One memory in particular stands out, and it involves rabbits. Lots and lots of rabbits.
“We used to have two rabbits. And after maybe six months, we had 50 rabbits, and everybody had to feed them and clean up after them,” Reyes said. “So, I told my father, ‘We need to start to eat these rabbits.’ And every weekend after that, we had rabbit.”
Fresh rabbit aside, childhood cooking habits have stuck with Reyes. He doesn’t rely on pre-made canned foods to prepare dishes at Rincon Mexicano, or cut corners. Everything at the restaurant is handmade, in many of the ways he learned as a child.

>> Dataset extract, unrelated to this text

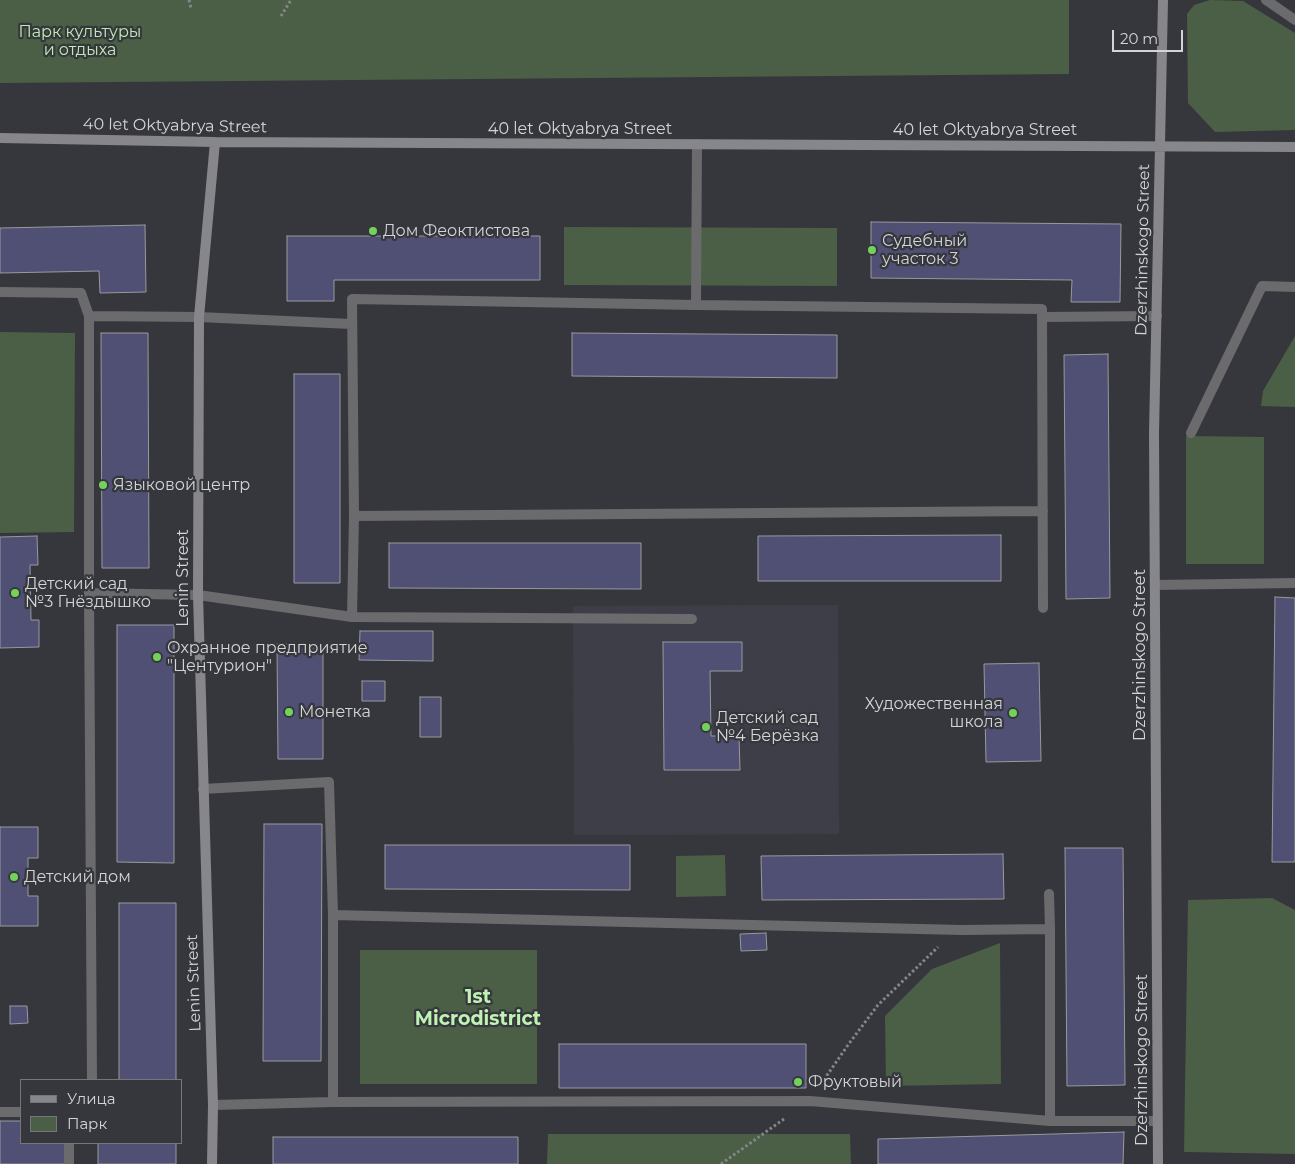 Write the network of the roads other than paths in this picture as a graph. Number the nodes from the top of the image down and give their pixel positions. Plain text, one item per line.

“That is when food tastes the most delicious, if you make it from scratch. We have about 25 spices to make the mole,” he said, using a term that refers to a wide variety of Mexican sauces. “To make a mole takes at least two to three hours.”
But just because Reyes is busy at the restaurant does not mean he neglects to pass on his memories and culinary traditions to his own children. Like his mother, Reyes wants to make sure his kids can cook, but also wants them to know where they come from, and make their own memories.
His father is still alive, too, and visits once a year for a few months. He, Reyes, and Reyes’ children cook together. While they cook, Reyes and his father reminisce.
“I tell my kids, ‘When I was younger, we did this. And, ‘Remember, father, when we would go to buy this?’ And he says, ‘Yeah!’,” Reyes said. “We share it all.”